Lucy Foster took advantage of the University’s decision to lift the restriction on her in 1988, entering as a graduate student shortly after. She earned her master’s degree in education in 1992, while her daughter, Grazia Foster, earned her bachelor’s degree in corporate finance at the same time. The institution displayed a painting of Lucy Foster in the student union that day, replete with a plaque reading, “Her initiative and fortitude secured the right for students of all races to attend the university.”
Vivian Malone Jones commented on how Lucy Foster’s sacrifice inspired her during the 40th anniversary of the university’s successful integration in June 2003, saying, “I was a child when that happened, but her efforts had an indelible impression on me. I figured if she could do it, I could do it.”
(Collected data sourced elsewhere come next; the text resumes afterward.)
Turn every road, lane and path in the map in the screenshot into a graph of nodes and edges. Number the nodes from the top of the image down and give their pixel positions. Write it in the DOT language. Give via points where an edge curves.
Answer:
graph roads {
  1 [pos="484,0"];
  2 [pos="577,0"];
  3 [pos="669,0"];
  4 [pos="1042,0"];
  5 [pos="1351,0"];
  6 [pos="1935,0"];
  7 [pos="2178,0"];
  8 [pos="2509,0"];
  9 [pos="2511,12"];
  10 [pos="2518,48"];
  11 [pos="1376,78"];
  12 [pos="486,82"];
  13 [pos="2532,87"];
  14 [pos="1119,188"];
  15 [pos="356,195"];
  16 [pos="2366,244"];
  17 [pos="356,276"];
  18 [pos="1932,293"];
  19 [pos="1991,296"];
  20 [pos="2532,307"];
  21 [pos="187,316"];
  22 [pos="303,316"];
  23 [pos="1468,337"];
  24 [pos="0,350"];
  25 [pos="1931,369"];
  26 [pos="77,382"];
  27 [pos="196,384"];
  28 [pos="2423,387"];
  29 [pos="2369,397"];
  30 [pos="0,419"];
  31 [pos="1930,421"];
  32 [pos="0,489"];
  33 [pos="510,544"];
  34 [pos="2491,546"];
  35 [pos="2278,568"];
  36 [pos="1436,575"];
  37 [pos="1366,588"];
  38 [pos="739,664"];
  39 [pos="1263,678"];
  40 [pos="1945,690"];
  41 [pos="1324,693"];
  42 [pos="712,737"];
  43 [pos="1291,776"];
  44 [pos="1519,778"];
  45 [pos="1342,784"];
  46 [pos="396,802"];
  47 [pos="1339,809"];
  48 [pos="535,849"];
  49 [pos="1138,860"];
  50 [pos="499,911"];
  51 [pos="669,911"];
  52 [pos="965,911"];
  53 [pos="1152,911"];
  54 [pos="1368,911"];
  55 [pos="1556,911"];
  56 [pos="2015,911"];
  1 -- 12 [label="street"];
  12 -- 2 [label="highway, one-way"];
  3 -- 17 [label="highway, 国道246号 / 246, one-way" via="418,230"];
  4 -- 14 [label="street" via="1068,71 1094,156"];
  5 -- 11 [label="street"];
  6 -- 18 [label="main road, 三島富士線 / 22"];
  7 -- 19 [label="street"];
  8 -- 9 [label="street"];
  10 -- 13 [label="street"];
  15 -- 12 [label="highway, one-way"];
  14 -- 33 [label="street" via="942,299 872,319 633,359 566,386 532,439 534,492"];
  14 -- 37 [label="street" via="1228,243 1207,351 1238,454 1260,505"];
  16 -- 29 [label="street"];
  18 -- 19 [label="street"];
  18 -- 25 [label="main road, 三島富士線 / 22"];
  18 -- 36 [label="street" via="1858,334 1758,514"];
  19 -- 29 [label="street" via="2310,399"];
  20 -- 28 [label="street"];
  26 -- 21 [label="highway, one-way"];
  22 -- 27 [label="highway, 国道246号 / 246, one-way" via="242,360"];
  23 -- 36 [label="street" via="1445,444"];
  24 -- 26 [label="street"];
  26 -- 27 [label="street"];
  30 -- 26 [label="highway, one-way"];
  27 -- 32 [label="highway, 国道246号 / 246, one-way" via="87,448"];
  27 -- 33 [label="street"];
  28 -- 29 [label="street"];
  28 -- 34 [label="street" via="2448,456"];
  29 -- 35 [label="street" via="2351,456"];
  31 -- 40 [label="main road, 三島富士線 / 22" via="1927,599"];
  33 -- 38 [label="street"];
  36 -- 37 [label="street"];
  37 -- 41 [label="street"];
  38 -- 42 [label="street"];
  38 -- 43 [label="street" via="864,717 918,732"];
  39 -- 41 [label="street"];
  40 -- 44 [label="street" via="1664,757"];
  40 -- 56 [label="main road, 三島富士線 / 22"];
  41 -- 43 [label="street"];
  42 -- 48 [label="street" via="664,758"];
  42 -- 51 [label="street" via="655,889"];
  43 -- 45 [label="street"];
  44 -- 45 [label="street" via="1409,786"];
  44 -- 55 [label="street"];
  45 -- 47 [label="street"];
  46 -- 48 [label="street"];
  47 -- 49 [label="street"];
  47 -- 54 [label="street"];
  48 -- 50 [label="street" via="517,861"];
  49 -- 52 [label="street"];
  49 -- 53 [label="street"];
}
The institution dedicated the Autherine Lucy Clock Tower in November 2010, and she received an honorary doctorate from the university in 2019. Officials at the institution announced three weeks ago that the college of education would be renamed in her honor. The institution attempted to hyphenate the name at first, but students and faculty objected, citing the prior building’s name as a Ku Klux Klan member.
Barbara Whitesell, a student, remarked on the renaming, saying it was appropriate that officials announced it in time for Lucy Foster’s 66th birthday.
“If you’re going to give her credit. You have to give it all to her. She endured a lot more than any student that has ever gone to UA probably has…It was very fine timing that they announced it when they did, too,” said Whitesell.
The time is even more significant now that the 92-year-old civil rights pioneer has joined the ancestors. Ms. Foster, thank you for battling until the end. The time is even more significant now that the 92-year-old civil rights pioneer has joined the ancestors. Ms. Foster, thank you for battling until the end. We hope you understand that your efforts were not in vain.